→ **WHAT IS EXPECTED**:
Would you please copy each line of the data in which the string "nodes" occurs?

[Stored data entries]
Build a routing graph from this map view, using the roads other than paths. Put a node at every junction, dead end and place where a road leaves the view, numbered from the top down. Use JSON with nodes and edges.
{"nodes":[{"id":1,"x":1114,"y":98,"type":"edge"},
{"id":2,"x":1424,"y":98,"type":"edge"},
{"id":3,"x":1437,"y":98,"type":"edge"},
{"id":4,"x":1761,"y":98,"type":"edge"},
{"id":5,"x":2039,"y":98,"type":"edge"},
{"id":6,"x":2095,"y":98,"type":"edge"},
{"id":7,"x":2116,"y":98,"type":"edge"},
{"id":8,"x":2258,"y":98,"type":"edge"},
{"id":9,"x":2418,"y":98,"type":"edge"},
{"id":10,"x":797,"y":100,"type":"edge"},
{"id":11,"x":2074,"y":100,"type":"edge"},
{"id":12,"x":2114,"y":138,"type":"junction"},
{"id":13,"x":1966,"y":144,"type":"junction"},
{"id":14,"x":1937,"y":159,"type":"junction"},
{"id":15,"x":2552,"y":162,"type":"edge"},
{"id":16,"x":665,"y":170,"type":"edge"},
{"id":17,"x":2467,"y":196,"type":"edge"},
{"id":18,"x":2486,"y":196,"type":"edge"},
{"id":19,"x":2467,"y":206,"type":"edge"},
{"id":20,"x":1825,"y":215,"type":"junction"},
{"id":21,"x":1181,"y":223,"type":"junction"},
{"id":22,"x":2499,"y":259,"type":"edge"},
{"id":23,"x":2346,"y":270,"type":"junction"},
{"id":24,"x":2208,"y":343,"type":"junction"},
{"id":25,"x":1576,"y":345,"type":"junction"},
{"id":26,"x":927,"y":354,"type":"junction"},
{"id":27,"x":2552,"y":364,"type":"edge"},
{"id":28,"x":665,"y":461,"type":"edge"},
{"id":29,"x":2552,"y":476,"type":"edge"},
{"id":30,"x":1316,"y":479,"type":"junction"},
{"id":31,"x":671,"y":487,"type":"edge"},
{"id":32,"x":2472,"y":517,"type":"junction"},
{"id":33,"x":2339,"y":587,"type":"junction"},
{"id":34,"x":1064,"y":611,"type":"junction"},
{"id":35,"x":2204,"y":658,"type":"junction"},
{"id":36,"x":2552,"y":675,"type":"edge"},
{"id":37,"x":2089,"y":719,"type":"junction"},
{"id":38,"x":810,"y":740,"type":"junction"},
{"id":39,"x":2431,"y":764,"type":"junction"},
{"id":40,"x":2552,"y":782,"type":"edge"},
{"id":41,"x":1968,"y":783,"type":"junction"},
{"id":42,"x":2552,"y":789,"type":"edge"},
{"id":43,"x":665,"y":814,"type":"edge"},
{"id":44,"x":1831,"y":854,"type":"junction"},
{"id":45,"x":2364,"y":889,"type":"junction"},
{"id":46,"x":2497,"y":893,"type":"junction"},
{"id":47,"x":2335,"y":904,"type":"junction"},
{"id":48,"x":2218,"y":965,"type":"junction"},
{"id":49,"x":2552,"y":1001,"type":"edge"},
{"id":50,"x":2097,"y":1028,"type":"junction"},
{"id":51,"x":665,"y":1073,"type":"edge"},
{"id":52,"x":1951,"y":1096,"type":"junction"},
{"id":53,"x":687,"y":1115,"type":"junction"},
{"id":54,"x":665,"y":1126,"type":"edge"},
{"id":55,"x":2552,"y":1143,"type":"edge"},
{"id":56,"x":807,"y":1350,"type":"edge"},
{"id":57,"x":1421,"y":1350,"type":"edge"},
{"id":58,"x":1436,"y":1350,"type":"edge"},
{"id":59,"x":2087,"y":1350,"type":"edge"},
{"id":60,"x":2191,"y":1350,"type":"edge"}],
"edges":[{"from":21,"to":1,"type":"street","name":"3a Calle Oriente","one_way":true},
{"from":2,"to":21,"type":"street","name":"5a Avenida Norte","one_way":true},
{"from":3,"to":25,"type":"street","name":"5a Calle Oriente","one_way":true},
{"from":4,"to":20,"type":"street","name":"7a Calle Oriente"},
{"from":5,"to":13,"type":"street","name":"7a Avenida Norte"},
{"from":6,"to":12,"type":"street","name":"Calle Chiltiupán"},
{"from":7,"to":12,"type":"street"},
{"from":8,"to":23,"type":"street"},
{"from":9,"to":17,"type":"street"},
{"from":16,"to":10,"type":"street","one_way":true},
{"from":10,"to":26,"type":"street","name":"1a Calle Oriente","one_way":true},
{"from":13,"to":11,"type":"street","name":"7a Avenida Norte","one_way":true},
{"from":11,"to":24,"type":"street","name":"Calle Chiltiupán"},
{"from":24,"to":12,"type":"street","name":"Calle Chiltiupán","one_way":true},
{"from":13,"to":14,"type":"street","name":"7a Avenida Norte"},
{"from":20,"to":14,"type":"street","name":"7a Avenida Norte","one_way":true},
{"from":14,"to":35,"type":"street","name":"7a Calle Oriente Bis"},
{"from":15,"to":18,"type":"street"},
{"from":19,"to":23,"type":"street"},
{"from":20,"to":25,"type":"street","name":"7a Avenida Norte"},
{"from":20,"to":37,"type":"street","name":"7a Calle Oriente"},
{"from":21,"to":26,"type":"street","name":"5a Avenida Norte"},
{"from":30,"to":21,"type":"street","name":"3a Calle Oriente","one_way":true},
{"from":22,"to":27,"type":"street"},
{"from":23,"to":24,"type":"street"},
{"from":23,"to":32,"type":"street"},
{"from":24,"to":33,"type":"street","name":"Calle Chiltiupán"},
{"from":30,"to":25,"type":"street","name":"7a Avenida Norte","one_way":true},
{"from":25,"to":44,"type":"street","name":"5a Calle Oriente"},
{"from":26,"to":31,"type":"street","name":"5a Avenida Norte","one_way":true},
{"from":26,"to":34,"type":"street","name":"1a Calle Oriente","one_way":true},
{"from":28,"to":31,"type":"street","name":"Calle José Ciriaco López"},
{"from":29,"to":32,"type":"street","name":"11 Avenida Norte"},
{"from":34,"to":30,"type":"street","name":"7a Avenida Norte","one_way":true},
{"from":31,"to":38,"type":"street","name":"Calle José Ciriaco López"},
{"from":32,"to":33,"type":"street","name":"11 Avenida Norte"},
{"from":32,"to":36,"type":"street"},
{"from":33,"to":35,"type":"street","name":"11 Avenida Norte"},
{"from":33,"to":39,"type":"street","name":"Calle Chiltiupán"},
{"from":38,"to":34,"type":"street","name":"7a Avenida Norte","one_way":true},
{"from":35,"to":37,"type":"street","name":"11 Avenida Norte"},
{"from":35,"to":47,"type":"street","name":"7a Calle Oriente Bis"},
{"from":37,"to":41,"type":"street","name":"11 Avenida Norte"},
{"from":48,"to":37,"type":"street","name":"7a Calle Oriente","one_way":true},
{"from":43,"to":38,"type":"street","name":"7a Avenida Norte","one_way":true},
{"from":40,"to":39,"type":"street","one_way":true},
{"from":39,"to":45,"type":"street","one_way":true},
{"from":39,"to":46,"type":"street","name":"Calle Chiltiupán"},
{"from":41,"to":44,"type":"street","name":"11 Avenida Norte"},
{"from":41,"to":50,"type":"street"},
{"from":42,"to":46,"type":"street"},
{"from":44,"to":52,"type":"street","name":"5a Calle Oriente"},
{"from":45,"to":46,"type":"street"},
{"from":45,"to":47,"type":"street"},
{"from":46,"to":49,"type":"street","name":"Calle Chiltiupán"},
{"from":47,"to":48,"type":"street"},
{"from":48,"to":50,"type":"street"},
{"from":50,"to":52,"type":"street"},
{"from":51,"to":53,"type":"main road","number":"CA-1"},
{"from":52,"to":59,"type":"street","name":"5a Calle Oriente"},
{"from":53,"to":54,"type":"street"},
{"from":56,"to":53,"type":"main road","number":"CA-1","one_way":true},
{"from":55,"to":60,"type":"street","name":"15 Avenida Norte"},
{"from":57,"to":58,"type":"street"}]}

→ **YOUR RESPONSE**:
Build a routing graph from this map view, using the roads other than paths. Put a node at every junction, dead end and place where a road leaves the view, numbered from the top down. Use JSON with nodes and edges.
{"nodes":[{"id":1,"x":1114,"y":98,"type":"edge"},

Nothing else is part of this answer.